2011-12 Hazırlık Maçı
19:00 Rewirpower Stadium
0 - 0
  • 126
    --- özet geç ---

    -net iyi oynadık, gol bulamadığımız için kazanamadık. ömer üründül gibi cümle kurdum ama cidden öyle lan.
    -defansın hücuma katkısı güzeldi ama belli ki bize 10 numara oynayabilecek biri lazım. ya da elmander'in ekstra çabalaması lazım.
    -inter'e karşı oynadığımız için motivasyon iyiydi güzeldi ama umarım bu istek ligdeki maçlara da taşınır, özellikle deplasmanlara.
    -mustafa sarp'ın girmeyeceğini bilerek maç izlemek gerçekten... oyşhh...

    --- özet geç ---
  • 132
    genel olarak interin kötü oynadığı, galatasarayın iyi oynadığı, hatta geçen sene ve hazırlık maçlarına göre çok çok daha iyi oynadığı 0-0 biten hazırlık maçı.

    -oyunumuzda gördüğüm en önemli yenilikler topun asla kaleciye atılmaması, ya paslaşılması ya da taca atılması, 96-2000 arasındaki rakibe pres yapan ve sert oynanan futbolun geri dönmesi, kondisyonun yükselmesi ve iyi pas yapılmasıydı.
    anlayacağınız takımda önemli, umut verici değişimler var.

    -kale'de aykut iyi bir maç çıkardı. bir kaç tane zor topu kurtardı.

    -ujfaluji, arda, kazım, selçuk, sabri, aykut bayağı iyi oynadılar. unuttuklarım olabilir. diğerleri de fena değildi. zaten takım olarak yardımlaşma hat saffada olduğundan balta, ayhan gibiler arada kaynadı.

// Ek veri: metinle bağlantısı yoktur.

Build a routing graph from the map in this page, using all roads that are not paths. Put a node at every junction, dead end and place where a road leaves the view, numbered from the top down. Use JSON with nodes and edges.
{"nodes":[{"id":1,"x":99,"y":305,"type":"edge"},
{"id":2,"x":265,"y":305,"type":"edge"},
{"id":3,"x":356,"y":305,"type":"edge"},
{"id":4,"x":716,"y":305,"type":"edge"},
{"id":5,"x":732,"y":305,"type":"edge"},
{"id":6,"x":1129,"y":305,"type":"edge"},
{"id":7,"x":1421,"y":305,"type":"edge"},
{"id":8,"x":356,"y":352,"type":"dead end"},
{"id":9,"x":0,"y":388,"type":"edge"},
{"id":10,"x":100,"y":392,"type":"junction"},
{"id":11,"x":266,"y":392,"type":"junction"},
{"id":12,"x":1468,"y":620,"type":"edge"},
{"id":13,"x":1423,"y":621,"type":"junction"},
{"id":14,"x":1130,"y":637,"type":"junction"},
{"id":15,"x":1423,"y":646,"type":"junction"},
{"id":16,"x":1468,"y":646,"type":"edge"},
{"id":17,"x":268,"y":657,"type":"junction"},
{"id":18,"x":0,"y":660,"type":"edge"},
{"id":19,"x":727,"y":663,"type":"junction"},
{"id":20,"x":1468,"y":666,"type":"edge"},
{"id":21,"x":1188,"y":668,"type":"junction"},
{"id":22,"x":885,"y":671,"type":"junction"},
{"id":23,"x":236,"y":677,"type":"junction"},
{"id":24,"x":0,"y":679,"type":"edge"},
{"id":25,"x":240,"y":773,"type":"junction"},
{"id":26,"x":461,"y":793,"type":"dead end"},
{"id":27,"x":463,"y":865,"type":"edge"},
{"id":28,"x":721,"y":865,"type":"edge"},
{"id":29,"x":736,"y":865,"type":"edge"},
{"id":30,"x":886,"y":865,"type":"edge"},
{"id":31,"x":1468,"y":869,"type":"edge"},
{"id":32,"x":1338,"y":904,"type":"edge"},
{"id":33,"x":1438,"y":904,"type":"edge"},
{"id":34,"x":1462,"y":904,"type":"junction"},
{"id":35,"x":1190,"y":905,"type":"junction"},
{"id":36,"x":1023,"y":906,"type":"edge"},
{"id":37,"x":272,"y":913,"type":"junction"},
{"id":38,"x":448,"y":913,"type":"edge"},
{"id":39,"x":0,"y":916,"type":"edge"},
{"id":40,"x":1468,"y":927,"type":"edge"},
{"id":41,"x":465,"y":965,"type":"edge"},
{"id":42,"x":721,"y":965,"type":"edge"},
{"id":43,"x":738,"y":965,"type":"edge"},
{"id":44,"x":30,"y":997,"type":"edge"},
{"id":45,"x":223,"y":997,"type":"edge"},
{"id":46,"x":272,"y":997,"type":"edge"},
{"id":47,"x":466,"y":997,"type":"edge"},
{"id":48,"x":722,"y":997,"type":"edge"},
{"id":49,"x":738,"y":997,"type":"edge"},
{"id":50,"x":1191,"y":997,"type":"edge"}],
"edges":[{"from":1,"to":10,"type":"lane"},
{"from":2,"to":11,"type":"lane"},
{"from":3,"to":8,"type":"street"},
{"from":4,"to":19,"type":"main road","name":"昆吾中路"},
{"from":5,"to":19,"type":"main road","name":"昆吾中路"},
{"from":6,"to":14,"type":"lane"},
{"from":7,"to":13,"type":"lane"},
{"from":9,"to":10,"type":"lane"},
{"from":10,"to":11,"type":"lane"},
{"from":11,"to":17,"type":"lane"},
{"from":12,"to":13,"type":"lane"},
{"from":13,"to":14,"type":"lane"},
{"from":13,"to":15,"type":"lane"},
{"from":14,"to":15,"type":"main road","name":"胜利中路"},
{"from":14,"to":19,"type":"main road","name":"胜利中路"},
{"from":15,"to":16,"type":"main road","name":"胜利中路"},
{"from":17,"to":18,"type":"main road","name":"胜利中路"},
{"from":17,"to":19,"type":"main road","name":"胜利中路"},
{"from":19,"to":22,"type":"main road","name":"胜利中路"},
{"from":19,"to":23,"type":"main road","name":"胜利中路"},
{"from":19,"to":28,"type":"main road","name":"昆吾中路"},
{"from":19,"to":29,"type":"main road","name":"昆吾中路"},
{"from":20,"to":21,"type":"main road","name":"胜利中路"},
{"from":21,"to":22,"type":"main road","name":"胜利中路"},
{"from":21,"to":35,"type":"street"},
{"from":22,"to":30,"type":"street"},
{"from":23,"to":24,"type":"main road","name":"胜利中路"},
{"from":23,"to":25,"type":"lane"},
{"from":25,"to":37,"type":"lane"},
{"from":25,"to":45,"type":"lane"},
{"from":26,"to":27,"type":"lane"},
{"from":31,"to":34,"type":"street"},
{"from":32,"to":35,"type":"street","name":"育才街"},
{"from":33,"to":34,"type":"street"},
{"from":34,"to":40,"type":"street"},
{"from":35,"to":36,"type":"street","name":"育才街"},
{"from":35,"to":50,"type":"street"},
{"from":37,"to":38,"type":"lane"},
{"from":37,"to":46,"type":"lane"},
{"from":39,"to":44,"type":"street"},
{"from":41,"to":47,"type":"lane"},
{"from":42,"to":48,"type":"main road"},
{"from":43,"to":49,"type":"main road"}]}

    -sabri'nin orta saha'da, ujfaluji'nin sağ bekteki futbolu gözlerimi yaşarttı. sanırım gerçek mevkilerini buldular. eğer ebue gelirse ujfaluji stopere geçip gökhan zanı postalar ve sağ bek ve orta saha (sabri) için alternatifler çoğalır.

    -bu takıma kesinlikle bir adet golcünün gerektiği anlaşıldı. keşke adebayor alınabilse. ya da onun ayarında bir golcü.

    -saha'da gördüğüm futbol takıma daha katılmayan en az 3 oyuncu ve muslera (melo da oynamadı) olmadan izledik. bence onlar da doğru dürüst isimler olursa ve uyum sağlanıp bu hırslı futbol devam ettirilirse geleceğimiz parlak.

    -takıma gerekli olan şeyler bana göre şunlar : sol bek, bir adet forvet, 10 numara, bir adet hızlı sağ açık. ve bu kadronun devamlılığı..

    dipnot : o kale arkasında futbolun bir taraflarına koyan meşaleci sözde taraftarlara söylüyorum : "hepiniz öküzsünüz"
  • 133
    bir kac gozlem...

    - takim diri gorunuyor, arzulu oynadilar, mucadele tatmin ediciydi.

    - sabri'nin son paslarda ve sutlarda daha kararli ve ozguvenli olmasi gerek.

    - ujjaluji mucadeleci, yeni olmasina karsin uyum saglamis gorunuyor, etkileyici bindirmeler yapiyor.

    - servet'in topla cikarken, bu cikislarin anlamli olabilmesi icin ne yapacagini bilerek ve tabii takim arkadaslarinin da kendisinin ne yapacagini en azindan ongorebilecegi sekilde hareket etmesi gerekiyor.

    - oyunun yonunu degistirecek uzun paslarin daha bilincli atilmasi gerekiyor..

    - arda'nin topu ayaginda biraz daha az tutmasi kendisi icin de daha iyi olacaktir.

    - isin savunma boyutu toparlanma asamasinda gorunuyor, ayhan'in kaptirdigi top sonrasinda eto'o'nun direkten donen topu ve aykut'un kurtardigi pozisyona kadar gecen bir bucuk dakikalik bocalama disinda takim savunmasi olumlu sinyaller verdi.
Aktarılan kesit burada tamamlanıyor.